[Collected data]
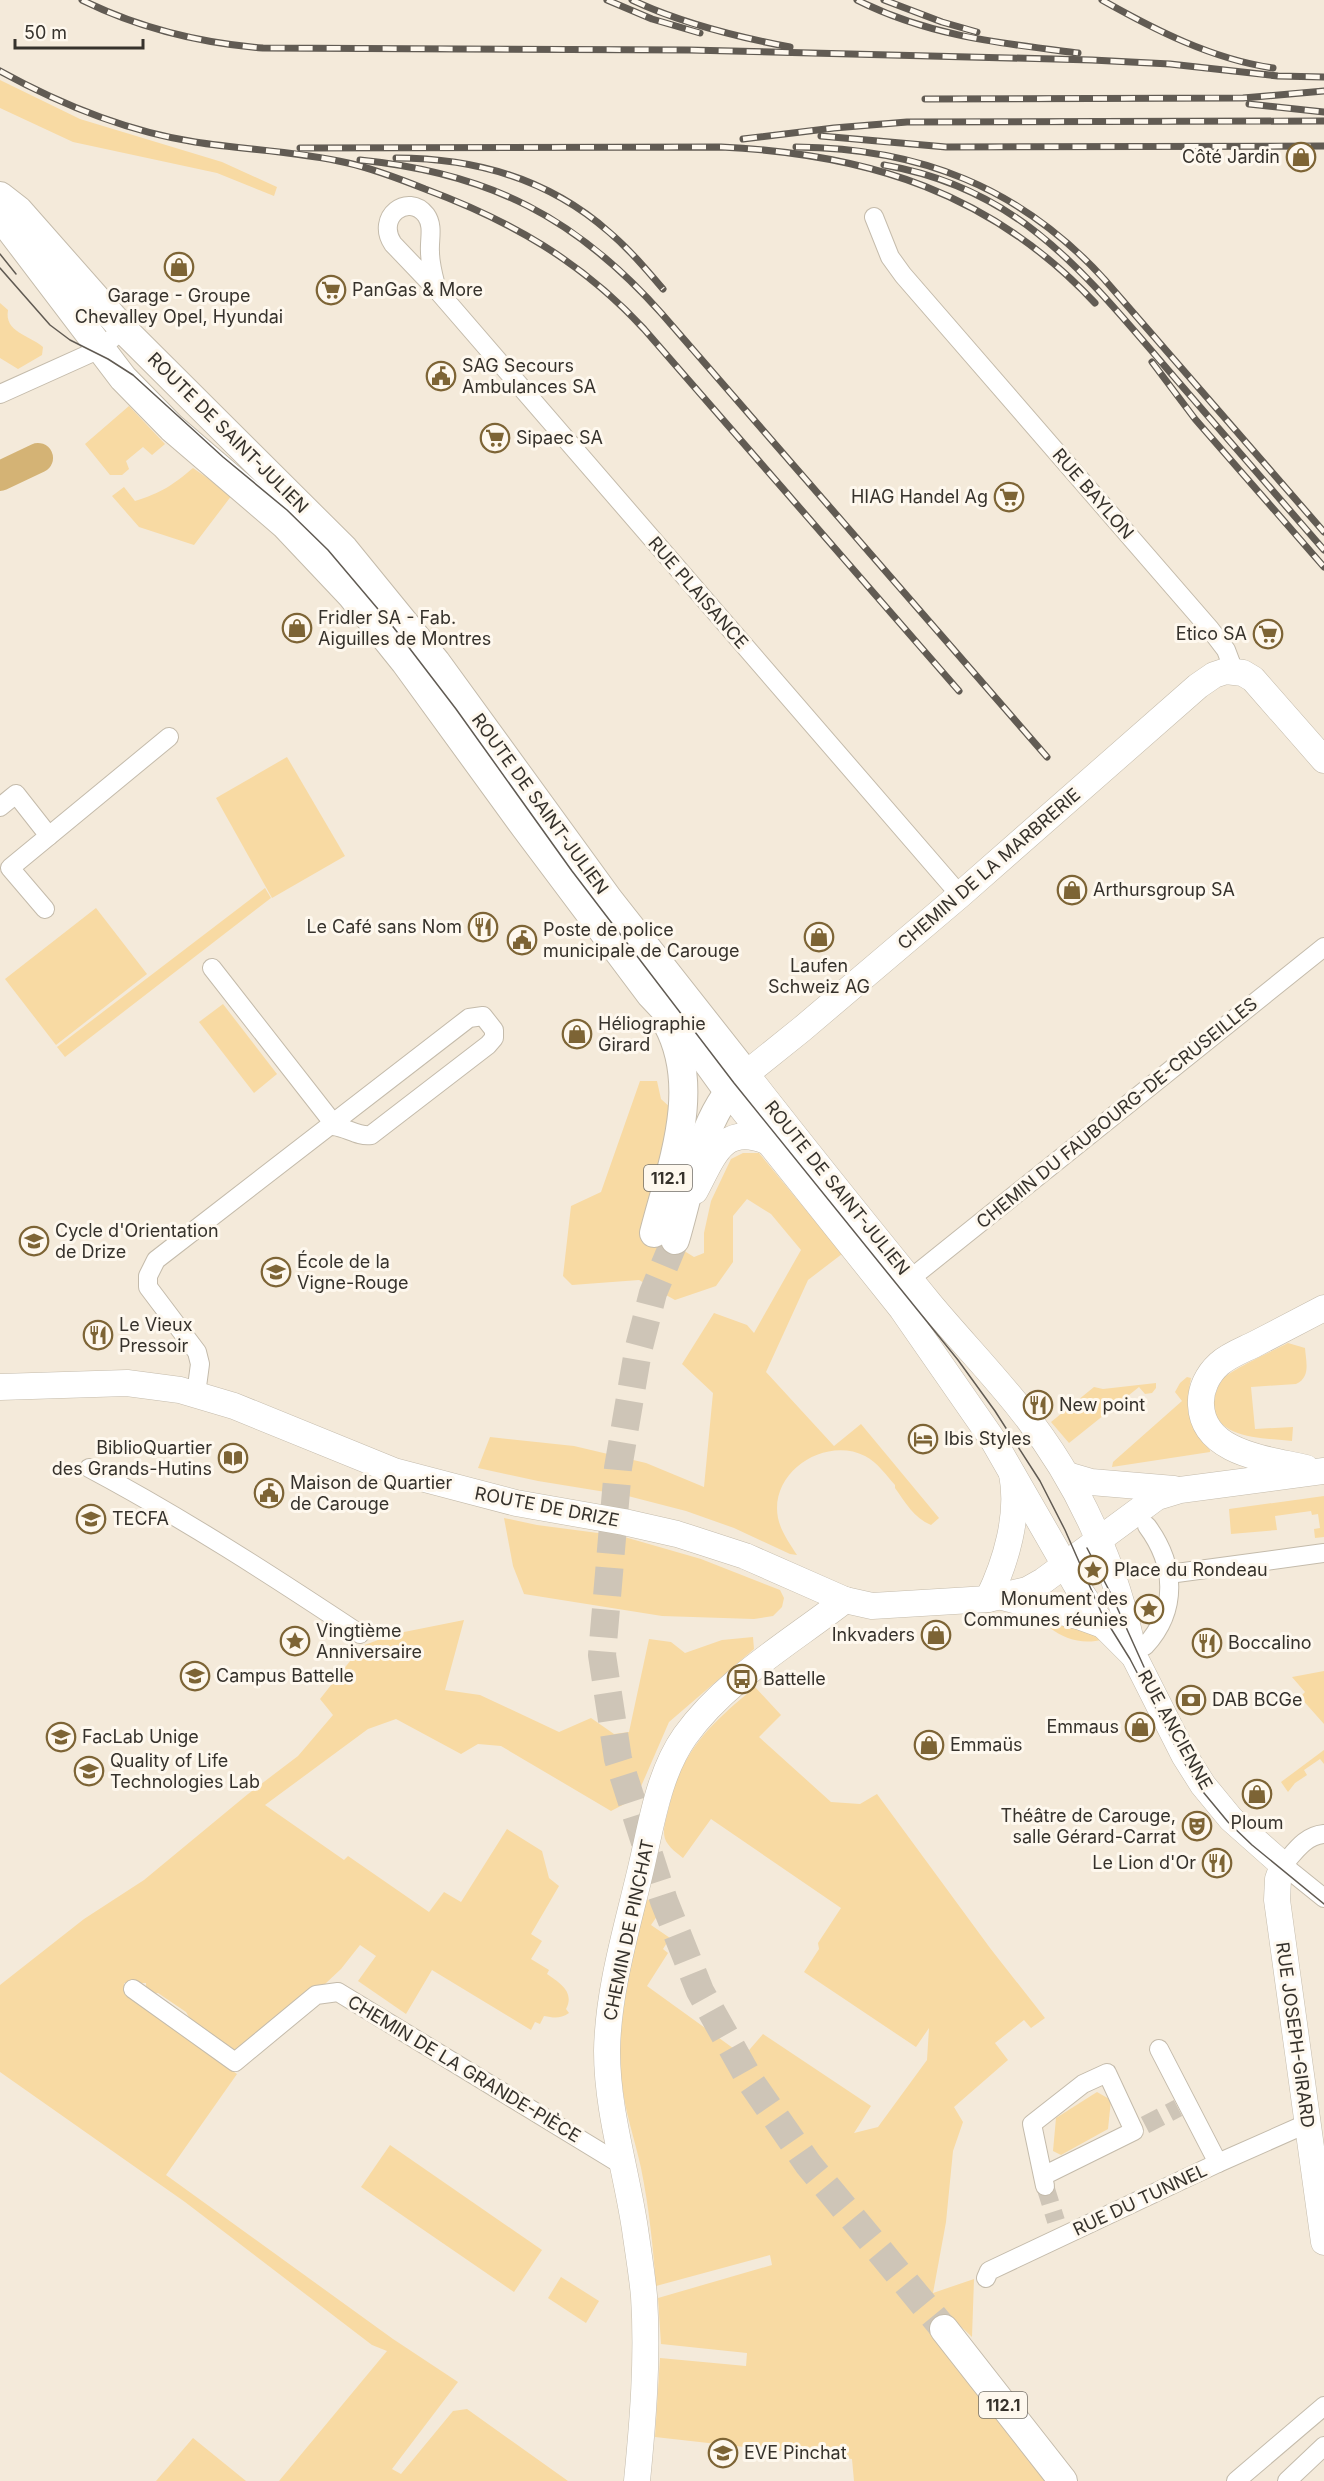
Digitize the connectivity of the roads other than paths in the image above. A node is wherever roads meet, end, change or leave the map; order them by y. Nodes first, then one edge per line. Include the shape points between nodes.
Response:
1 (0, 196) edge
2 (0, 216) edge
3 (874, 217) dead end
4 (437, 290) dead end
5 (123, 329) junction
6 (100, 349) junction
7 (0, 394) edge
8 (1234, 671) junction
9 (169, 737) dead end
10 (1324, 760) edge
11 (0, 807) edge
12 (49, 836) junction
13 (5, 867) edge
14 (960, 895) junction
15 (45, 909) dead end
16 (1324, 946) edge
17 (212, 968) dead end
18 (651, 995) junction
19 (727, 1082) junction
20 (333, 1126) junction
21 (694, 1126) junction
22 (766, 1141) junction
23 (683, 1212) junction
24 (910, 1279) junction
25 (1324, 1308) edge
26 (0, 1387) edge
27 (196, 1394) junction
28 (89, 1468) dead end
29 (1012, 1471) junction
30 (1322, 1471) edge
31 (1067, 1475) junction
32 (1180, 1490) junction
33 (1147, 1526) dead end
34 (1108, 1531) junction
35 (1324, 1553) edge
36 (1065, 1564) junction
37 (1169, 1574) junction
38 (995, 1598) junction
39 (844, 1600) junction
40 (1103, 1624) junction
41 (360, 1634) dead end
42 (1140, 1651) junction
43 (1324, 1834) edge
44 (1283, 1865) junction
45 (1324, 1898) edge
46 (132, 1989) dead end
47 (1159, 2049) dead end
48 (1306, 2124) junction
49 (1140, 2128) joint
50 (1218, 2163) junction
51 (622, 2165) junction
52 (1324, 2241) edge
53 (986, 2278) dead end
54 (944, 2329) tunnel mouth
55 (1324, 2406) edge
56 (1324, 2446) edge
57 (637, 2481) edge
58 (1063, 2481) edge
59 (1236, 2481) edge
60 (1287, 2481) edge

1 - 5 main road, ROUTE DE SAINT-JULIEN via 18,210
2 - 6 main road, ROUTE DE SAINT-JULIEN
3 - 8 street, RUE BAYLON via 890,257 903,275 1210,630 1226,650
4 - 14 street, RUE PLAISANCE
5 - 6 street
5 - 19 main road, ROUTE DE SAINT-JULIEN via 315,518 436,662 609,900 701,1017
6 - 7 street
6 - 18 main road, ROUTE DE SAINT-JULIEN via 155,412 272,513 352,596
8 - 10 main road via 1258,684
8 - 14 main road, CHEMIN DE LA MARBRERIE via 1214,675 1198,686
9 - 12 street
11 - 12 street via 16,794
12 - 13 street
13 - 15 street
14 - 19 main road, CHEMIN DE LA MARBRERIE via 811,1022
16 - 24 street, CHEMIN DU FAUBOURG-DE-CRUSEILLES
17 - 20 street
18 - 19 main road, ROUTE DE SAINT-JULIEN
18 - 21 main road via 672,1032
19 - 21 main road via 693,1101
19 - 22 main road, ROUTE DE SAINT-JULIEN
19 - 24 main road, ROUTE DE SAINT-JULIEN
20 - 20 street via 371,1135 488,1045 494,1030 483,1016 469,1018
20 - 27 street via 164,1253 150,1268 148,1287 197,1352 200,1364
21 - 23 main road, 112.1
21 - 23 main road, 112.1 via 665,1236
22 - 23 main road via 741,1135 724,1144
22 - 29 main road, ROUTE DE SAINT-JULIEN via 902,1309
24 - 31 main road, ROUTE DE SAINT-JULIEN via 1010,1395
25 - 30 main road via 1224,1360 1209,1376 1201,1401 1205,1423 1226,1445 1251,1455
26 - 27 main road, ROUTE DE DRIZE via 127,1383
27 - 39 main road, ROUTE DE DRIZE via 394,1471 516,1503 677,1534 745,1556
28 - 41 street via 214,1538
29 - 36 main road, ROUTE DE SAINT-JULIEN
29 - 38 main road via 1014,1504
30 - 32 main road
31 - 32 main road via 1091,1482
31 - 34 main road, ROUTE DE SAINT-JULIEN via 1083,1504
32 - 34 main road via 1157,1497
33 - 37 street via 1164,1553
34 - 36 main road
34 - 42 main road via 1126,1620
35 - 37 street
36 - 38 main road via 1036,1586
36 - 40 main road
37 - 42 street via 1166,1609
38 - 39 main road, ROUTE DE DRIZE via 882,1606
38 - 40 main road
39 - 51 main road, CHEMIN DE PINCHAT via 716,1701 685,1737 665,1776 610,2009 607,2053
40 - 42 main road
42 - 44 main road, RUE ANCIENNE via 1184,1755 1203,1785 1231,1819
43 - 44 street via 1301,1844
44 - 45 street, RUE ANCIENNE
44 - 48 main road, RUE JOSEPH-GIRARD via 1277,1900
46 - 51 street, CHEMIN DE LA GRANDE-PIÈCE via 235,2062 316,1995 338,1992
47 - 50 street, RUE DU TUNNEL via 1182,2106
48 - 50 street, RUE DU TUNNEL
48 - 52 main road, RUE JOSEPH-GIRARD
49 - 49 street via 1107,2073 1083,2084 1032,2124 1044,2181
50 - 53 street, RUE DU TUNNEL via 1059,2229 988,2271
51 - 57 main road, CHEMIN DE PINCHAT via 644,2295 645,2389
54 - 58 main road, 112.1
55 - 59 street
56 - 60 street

What is expected: Copy the data word for word, no pictures.

Answer area:
Digitize the connectivity of the roads other than paths in the image above. A node is wherever roads meet, end, change or leave the map; order them by y. Nodes first, then one edge per line. Include the shape points between nodes.
Response:
1 (0, 196) edge
2 (0, 216) edge
3 (874, 217) dead end
4 (437, 290) dead end
5 (123, 329) junction
6 (100, 349) junction
7 (0, 394) edge
8 (1234, 671) junction
9 (169, 737) dead end
10 (1324, 760) edge
11 (0, 807) edge
12 (49, 836) junction
13 (5, 867) edge
14 (960, 895) junction
15 (45, 909) dead end
16 (1324, 946) edge
17 (212, 968) dead end
18 (651, 995) junction
19 (727, 1082) junction
20 (333, 1126) junction
21 (694, 1126) junction
22 (766, 1141) junction
23 (683, 1212) junction
24 (910, 1279) junction
25 (1324, 1308) edge
26 (0, 1387) edge
27 (196, 1394) junction
28 (89, 1468) dead end
29 (1012, 1471) junction
30 (1322, 1471) edge
31 (1067, 1475) junction
32 (1180, 1490) junction
33 (1147, 1526) dead end
34 (1108, 1531) junction
35 (1324, 1553) edge
36 (1065, 1564) junction
37 (1169, 1574) junction
38 (995, 1598) junction
39 (844, 1600) junction
40 (1103, 1624) junction
41 (360, 1634) dead end
42 (1140, 1651) junction
43 (1324, 1834) edge
44 (1283, 1865) junction
45 (1324, 1898) edge
46 (132, 1989) dead end
47 (1159, 2049) dead end
48 (1306, 2124) junction
49 (1140, 2128) joint
50 (1218, 2163) junction
51 (622, 2165) junction
52 (1324, 2241) edge
53 (986, 2278) dead end
54 (944, 2329) tunnel mouth
55 (1324, 2406) edge
56 (1324, 2446) edge
57 (637, 2481) edge
58 (1063, 2481) edge
59 (1236, 2481) edge
60 (1287, 2481) edge

1 - 5 main road, ROUTE DE SAINT-JULIEN via 18,210
2 - 6 main road, ROUTE DE SAINT-JULIEN
3 - 8 street, RUE BAYLON via 890,257 903,275 1210,630 1226,650
4 - 14 street, RUE PLAISANCE
5 - 6 street
5 - 19 main road, ROUTE DE SAINT-JULIEN via 315,518 436,662 609,900 701,1017
6 - 7 street
6 - 18 main road, ROUTE DE SAINT-JULIEN via 155,412 272,513 352,596
8 - 10 main road via 1258,684
8 - 14 main road, CHEMIN DE LA MARBRERIE via 1214,675 1198,686
9 - 12 street
11 - 12 street via 16,794
12 - 13 street
13 - 15 street
14 - 19 main road, CHEMIN DE LA MARBRERIE via 811,1022
16 - 24 street, CHEMIN DU FAUBOURG-DE-CRUSEILLES
17 - 20 street
18 - 19 main road, ROUTE DE SAINT-JULIEN
18 - 21 main road via 672,1032
19 - 21 main road via 693,1101
19 - 22 main road, ROUTE DE SAINT-JULIEN
19 - 24 main road, ROUTE DE SAINT-JULIEN
20 - 20 street via 371,1135 488,1045 494,1030 483,1016 469,1018
20 - 27 street via 164,1253 150,1268 148,1287 197,1352 200,1364
21 - 23 main road, 112.1
21 - 23 main road, 112.1 via 665,1236
22 - 23 main road via 741,1135 724,1144
22 - 29 main road, ROUTE DE SAINT-JULIEN via 902,1309
24 - 31 main road, ROUTE DE SAINT-JULIEN via 1010,1395
25 - 30 main road via 1224,1360 1209,1376 1201,1401 1205,1423 1226,1445 1251,1455
26 - 27 main road, ROUTE DE DRIZE via 127,1383
27 - 39 main road, ROUTE DE DRIZE via 394,1471 516,1503 677,1534 745,1556
28 - 41 street via 214,1538
29 - 36 main road, ROUTE DE SAINT-JULIEN
29 - 38 main road via 1014,1504
30 - 32 main road
31 - 32 main road via 1091,1482
31 - 34 main road, ROUTE DE SAINT-JULIEN via 1083,1504
32 - 34 main road via 1157,1497
33 - 37 street via 1164,1553
34 - 36 main road
34 - 42 main road via 1126,1620
35 - 37 street
36 - 38 main road via 1036,1586
36 - 40 main road
37 - 42 street via 1166,1609
38 - 39 main road, ROUTE DE DRIZE via 882,1606
38 - 40 main road
39 - 51 main road, CHEMIN DE PINCHAT via 716,1701 685,1737 665,1776 610,2009 607,2053
40 - 42 main road
42 - 44 main road, RUE ANCIENNE via 1184,1755 1203,1785 1231,1819
43 - 44 street via 1301,1844
44 - 45 street, RUE ANCIENNE
44 - 48 main road, RUE JOSEPH-GIRARD via 1277,1900
46 - 51 street, CHEMIN DE LA GRANDE-PIÈCE via 235,2062 316,1995 338,1992
47 - 50 street, RUE DU TUNNEL via 1182,2106
48 - 50 street, RUE DU TUNNEL
48 - 52 main road, RUE JOSEPH-GIRARD
49 - 49 street via 1107,2073 1083,2084 1032,2124 1044,2181
50 - 53 street, RUE DU TUNNEL via 1059,2229 988,2271
51 - 57 main road, CHEMIN DE PINCHAT via 644,2295 645,2389
54 - 58 main road, 112.1
55 - 59 street
56 - 60 street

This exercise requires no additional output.